Ich habe euch noch viel zu sagen, sagt Jesus. Na, da bin ich dann mal gespannt, was mich noch erreicht.
Schnurtelefon
„Soll ich dir erklären, wie es funktioniert?“, frage ich nach einem ausgiebigen Telefonat mit dem 3-Jährigen. Er düst allerdings schon wieder weiter. Dass es funktioniert ist wohl wichtiger, als die Art und Weise, wie es funktioniert. Es funktioniert halt und das ist wunderbar.
1. Welche Predigtsituation steht Ihnen vor Augen?
Die Predigt wurde ausgearbeitet vor dem Hintergrund einer Gemeinde, die auch Familien und Menschen mit Kindern umfasst. Möglicherweise gibt es junge Familien, die den Gottesdienst besuchen und direkt an das genannte Beispiel anknüpfen können. Im Hintergrund stand eine persönliche Erfahrung im Gottesdienst der EKD-Auslandsgemeinde in Stockholm.
2. Was hat Sie bei der Predigtvorbereitung beflügelt?

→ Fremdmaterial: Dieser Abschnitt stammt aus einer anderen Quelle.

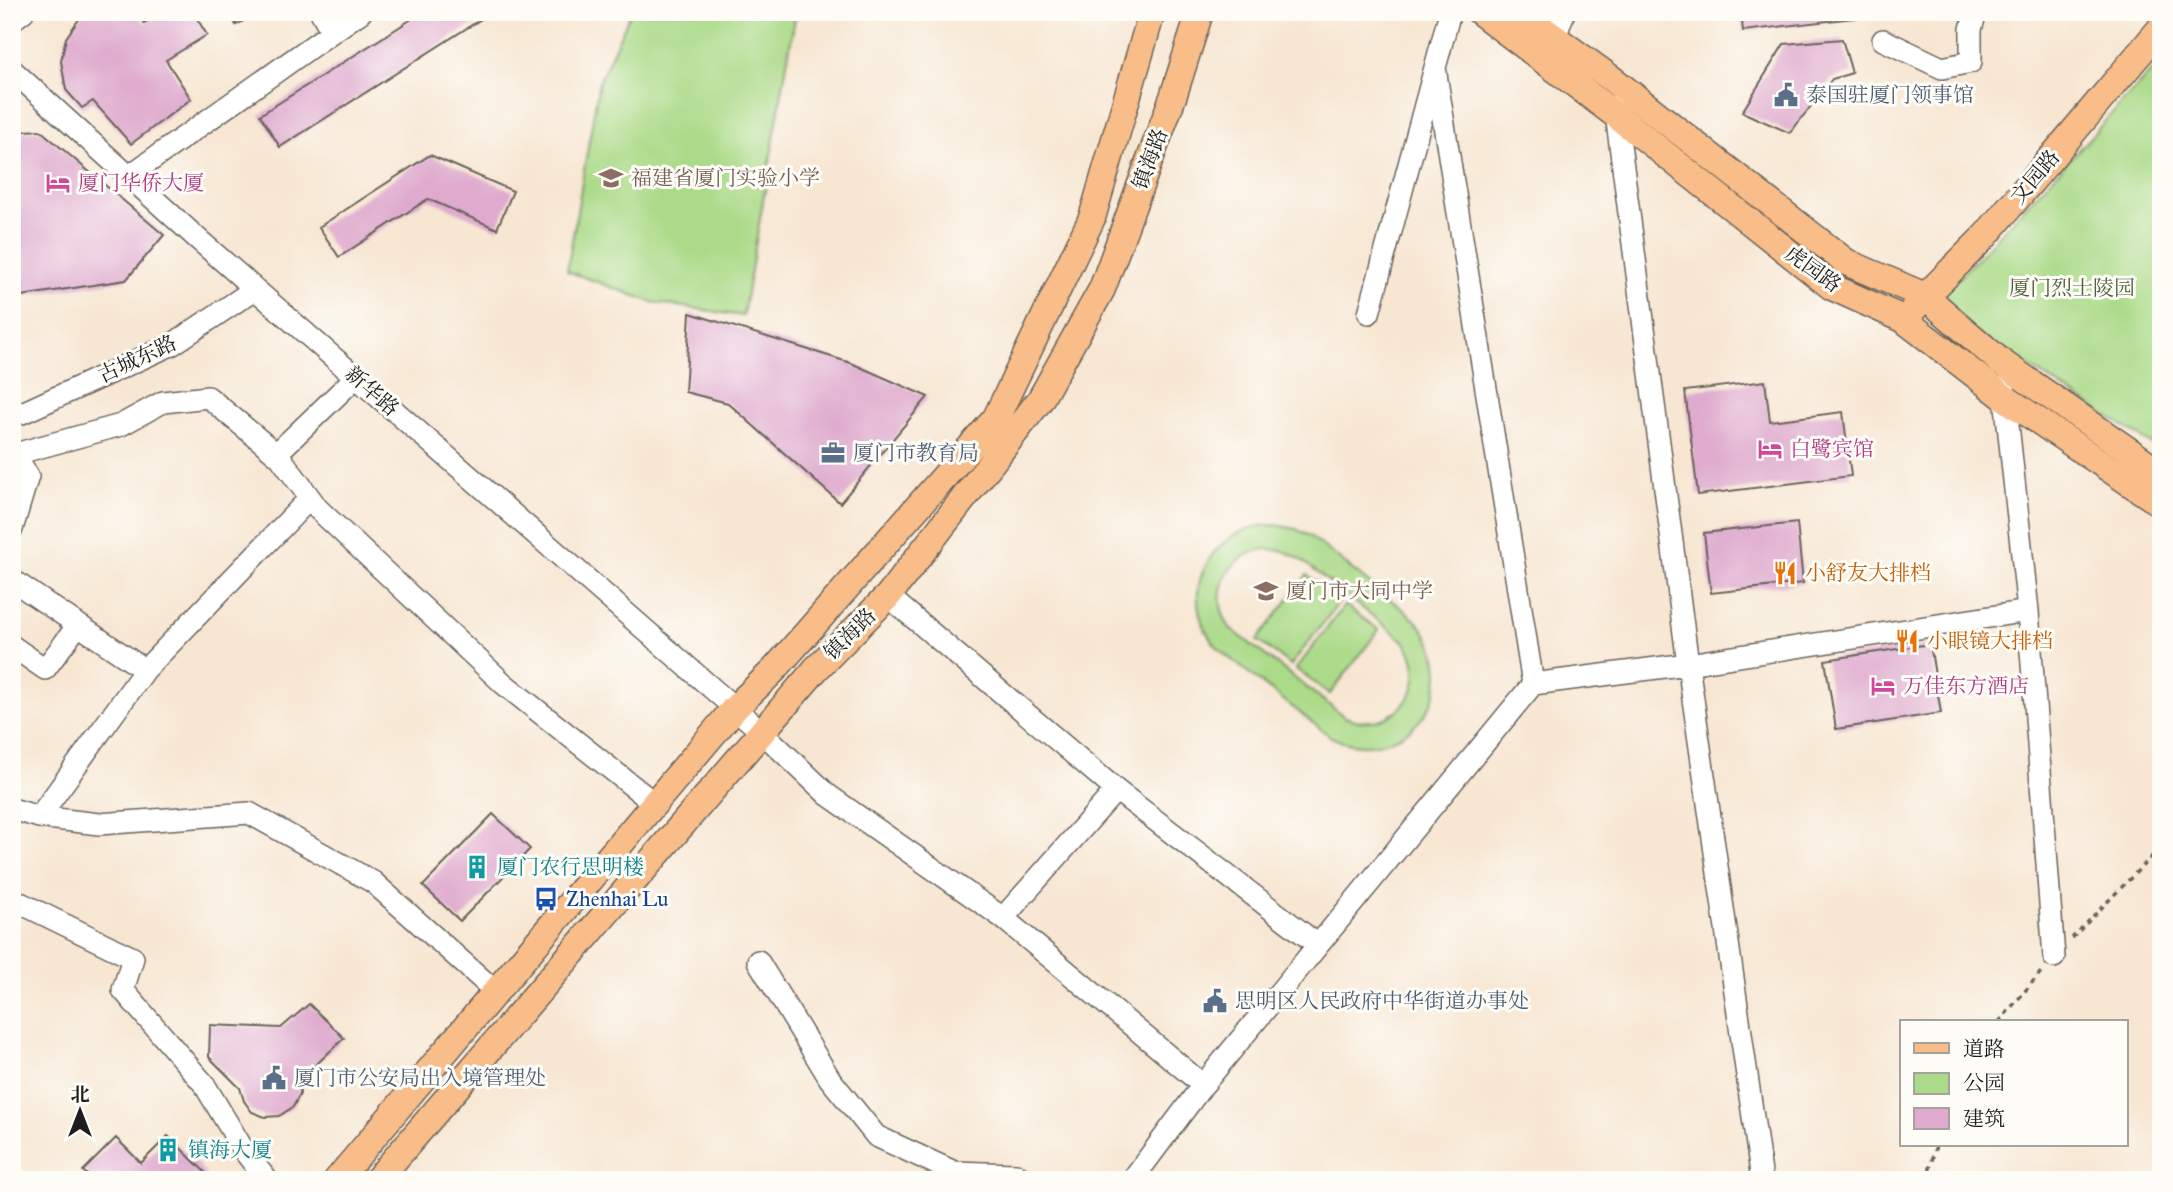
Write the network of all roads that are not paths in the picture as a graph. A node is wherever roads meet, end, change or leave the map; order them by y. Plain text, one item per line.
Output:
1 (23, 12) edge
2 (321, 12) edge
3 (361, 12) edge
4 (1152, 12) edge
5 (1200, 12) edge
6 (1450, 12) edge
7 (1480, 12) edge
8 (1519, 12) edge
9 (1564, 12) edge
10 (1976, 12) edge
11 (12, 20) edge
12 (2161, 28) edge
13 (332, 32) junction
14 (1555, 38) junction
15 (1883, 40) dead end
16 (1435, 68) junction
17 (12, 69) edge
18 (1612, 79) junction
19 (1617, 116) junction
20 (129, 176) junction
21 (255, 289) junction
22 (1925, 296) junction
23 (1369, 313) dead end
24 (1903, 319) junction
25 (2001, 362) junction
26 (356, 377) junction
27 (2005, 398) junction
28 (12, 414) edge
29 (276, 454) junction
30 (14, 456) edge
31 (2161, 472) edge
32 (310, 498) junction
33 (2161, 504) edge
34 (12, 529) edge
35 (12, 580) edge
36 (888, 596) junction
37 (2028, 611) junction
38 (78, 625) junction
39 (12, 646) edge
40 (1688, 664) junction
41 (145, 670) junction
42 (1533, 684) junction
43 (734, 709) junction
44 (762, 732) junction
45 (1116, 790) junction
46 (655, 804) junction
47 (12, 809) edge
48 (39, 817) junction
49 (12, 898) edge
50 (1003, 918) junction
51 (1318, 945) junction
52 (2054, 957) road end
53 (758, 961) dead end
54 (496, 992) junction
55 (1203, 1085) junction
56 (346, 1176) edge
57 (268, 1180) edge
58 (377, 1180) edge
59 (1024, 1180) edge
60 (1132, 1180) edge
61 (1762, 1180) edge

1 - 11 street
2 - 13 street
3 - 13 street
4 - 43 main road, 镇海路
5 - 36 main road, 镇海路
6 - 16 street
7 - 19 main road, 虎园路
8 - 14 main road, 虎园路
9 - 14 street
10 - 15 street
12 - 22 main road, 文园路
13 - 20 street
14 - 18 main road, 虎园路
16 - 23 street
16 - 42 street
17 - 20 street, 新华路
18 - 19 street
18 - 22 main road, 虎园路
19 - 24 main road, 虎园路
19 - 40 street
20 - 21 street, 新华路
21 - 26 street, 新华路
21 - 28 street, 古城东路
22 - 24 main road, 文园路
22 - 25 main road, 虎园路
24 - 27 main road, 虎园路
25 - 27 street
25 - 31 main road, 虎园路
26 - 29 street
26 - 43 street, 新华路
27 - 33 main road, 虎园路
27 - 37 street
29 - 30 street
29 - 32 street
30 - 34 street
32 - 41 street
32 - 46 street
35 - 38 street
36 - 44 main road, 镇海路
36 - 45 street
37 - 40 street
37 - 52 street
38 - 39 street
38 - 41 street
40 - 42 street
40 - 61 street
41 - 48 street
42 - 51 street
43 - 44 street, 新华路
43 - 46 main road, 镇海路
44 - 50 street, 新华路
44 - 58 main road, 镇海路
45 - 50 street
45 - 51 street
46 - 54 main road, 镇海路
47 - 48 street
48 - 54 street
49 - 57 street
50 - 55 street, 新华路
51 - 55 street
53 - 59 street
54 - 56 main road, 镇海路
55 - 60 street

Bei der Predigtvorbereitung hat mich das Wechselspiel von Entzogenheit und Nähe inspiriert. Jesus verheißt den Tröster, ermöglicht weiterhin eine Beziehung mit den Jünger:innen bis heute und ist dennoch nicht unmittelbar ‚greifbar‘. Es funktioniert eben, darauf ist Verlass und gleichzeitig ist es ein Wagnis.
3. Welche Entdeckung wird Sie weiter begleiten?
Erwachsen Glauben bedeutet mitunter, Jesus gehen zu lassen. Jesus bereitet seine Jünger:innen vor, er kümmert sich um sie. Aber Jesus geht. Erwachsen Glauben steht vor der Herausforderung Jesus auch ein zweites Mal gehen zu lassen. Mit diesem Gefühl der Einsamkeit, Verlassenheit, der Leere und dem Schmerz muss Glaube umgehen, der als Gewissheit nur auf die gemeinsame Geschichte und dem darin erwachsenen Vertrauen anknüpfen kann.
4. Was verdankt diese Predigt der abschließenden Bearbeitung?
Der Predigtcoach wies mich nochmal auf das Wechselspiel von Entzogenheit und Nähe hin, das ich implizit die ganze Zeit bearbeitet habe. Der Tröster wird oft genannt, aber es gibt weniger eine direkte Manifestation des Trösters als die Gewissheit, dass der Tröster die Gegenwart Christi vermitteln wird.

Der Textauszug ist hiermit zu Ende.